Gente corriente, buena gente
El presentador Ramón García ha declarado que se considera un mueble más de la sala de estar.La frase es sólo la adaptación televisiva de esa otra forma de falsa modestia periodística que consiste en recordar que las noticias acaban sirviendo únicamente para envolver el pescado, pero nos confirma bien a las claras la apuesta que Ramón García hace por la normalidad como forma de vida televisiva.

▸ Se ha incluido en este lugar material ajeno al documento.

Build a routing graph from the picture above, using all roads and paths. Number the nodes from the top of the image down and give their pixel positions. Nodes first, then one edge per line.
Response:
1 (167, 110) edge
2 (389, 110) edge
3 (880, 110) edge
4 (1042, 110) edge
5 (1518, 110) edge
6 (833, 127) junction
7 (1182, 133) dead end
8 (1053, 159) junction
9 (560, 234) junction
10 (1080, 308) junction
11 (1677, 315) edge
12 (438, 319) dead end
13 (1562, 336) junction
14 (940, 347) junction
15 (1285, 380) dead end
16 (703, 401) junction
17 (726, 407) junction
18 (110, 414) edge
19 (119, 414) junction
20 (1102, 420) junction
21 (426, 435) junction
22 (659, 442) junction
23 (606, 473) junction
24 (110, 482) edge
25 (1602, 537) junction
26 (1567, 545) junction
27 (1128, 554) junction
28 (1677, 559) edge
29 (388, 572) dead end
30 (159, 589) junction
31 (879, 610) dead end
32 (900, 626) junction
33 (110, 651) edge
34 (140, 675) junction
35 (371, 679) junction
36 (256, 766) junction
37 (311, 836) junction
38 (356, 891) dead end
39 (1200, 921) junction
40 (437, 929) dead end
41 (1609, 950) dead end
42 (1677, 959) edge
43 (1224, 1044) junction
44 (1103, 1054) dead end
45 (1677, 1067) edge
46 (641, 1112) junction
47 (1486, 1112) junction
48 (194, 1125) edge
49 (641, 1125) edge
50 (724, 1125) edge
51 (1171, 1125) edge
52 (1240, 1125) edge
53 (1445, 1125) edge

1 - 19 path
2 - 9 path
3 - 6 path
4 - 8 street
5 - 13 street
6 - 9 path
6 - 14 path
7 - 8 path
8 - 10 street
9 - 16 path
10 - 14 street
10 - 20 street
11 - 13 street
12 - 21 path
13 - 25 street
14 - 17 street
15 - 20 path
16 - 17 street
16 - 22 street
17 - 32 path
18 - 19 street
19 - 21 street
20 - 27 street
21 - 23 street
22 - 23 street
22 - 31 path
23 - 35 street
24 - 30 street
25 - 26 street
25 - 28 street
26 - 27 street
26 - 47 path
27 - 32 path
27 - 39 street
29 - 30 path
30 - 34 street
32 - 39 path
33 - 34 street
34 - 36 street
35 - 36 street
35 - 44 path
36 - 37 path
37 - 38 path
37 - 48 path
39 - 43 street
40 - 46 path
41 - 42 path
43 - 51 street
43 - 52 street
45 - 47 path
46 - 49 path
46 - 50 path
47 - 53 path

Con todo, yo creo que el secreto de su éxito reside en su credibilidad: desde la primera vez que lo ves sabes que es un tipo al que le comprarías un coche de segunda mano. Contra lo que se pudiera pensar, la credibilidad no es patrimonio exclusivo de los presentadores de informativos. Ramón García no tiene los ojos paulnewman de Pedro Piqueras, ni la belleza brucewillis de Hilario Pino, ni tan siquiera el gancho sandokán y socarrón de mi amigo Luis Mariñas, y, sin embargo, se ha convertido en uno de los apóstoles más venerados de la religión catódica. Lo suyo, pues, no es el estrellato al uso, sino una suerte de brillo electrodoméstico que lo hace especialmente creíble.
En el imaginario televisivo hay siempre un presentador llamado a ser el hombre / concurso por excelencia, y ahora, muerto Prat, le ha tocado el turno a Ramón García. ¿Y qué vende este vasco cuyo físico está entre vocalista de orquesta y empleado del mes del Burger King? Normalidad. La credibilidad es inherente a su persona, pero la normalidad es adherente, y se nota que García la cultiva. Del mismo modo que Emilio Aragón vende naturalidad, Ramón García vende normalidad. De hecho, es la versión televisiva y celtibérica de la apuesta que en su día hizo el cine americano para abandonar la dictadura de la belleza perfecta que encarnaban los cuerpos gloriosos del starsystem y dar paso al discreto encanto de la gente corriente. Ya saben, Dustin Hoffman y compañía, o sea, gente corriente, pero sobre todo, buena gente.
Los medios de contaminación nos empeñamos en vender un español de los noventa muy jasp o muy Kurtcobein, y luego ocurre que los índices de audiencia nos dejan en evidencia santificando a un pastor mediático que no se lo monta de estrella, sino de obrero cualificado de la telegenia. O sea, que el español / piloto de esta generación creció comiendo donuts y viendo los chipiririfláuticos no responde a las señas de identidad de esos yuppies sin gomina que son los jasp ni a las de esos rebeldes sin causa que son los kronen, sino a las de este vasco cuyo, nombre es ya todo un anuncio de normalidad. Los hippies de salón con Harley Davidson, y los grunges de boutique con melena de Jesucristo y botas camperas dan muy bien en las fotos, pero la España real no se mira en las portadas de los colorines, sino en las pantallas de televisión, y por eso Ramón es la alegoría de la España peatonal en la que mejor se reconoce el español corriente.
Carlos Boyero, que seguramente considera a Ramón García el mejor presentador español del siglo XIX, le reprochaba el otro día que no supiera llevar con elegancia el pañuelo al cuello. Yo podría hasta estar de acuerdo en que le queda más o menos igual que un collar de perlas Majórica a una vaca lechera, pero es que si encima de conducir un concurso sin hacer la apología del gruñido ni ejercer de tarzán por el plató supiera llevar con elegancia el pañuelo no sería Ramón García, sino Lord Byron. Y a Lord Byron, francamente, no lo veo yo presentando Cuando calienta el sol. Con razón dijo alguien que hay programas de televisión que sintonizamos para ver y otros para vernos. Afortunadamente, sin embargo, algo hemos avanzado. En la década prodigiosa era Landa el que mejor encamaba la imagen del español medio, y ahora es este bilbaíno al que le comprarías un coche de segunda mano.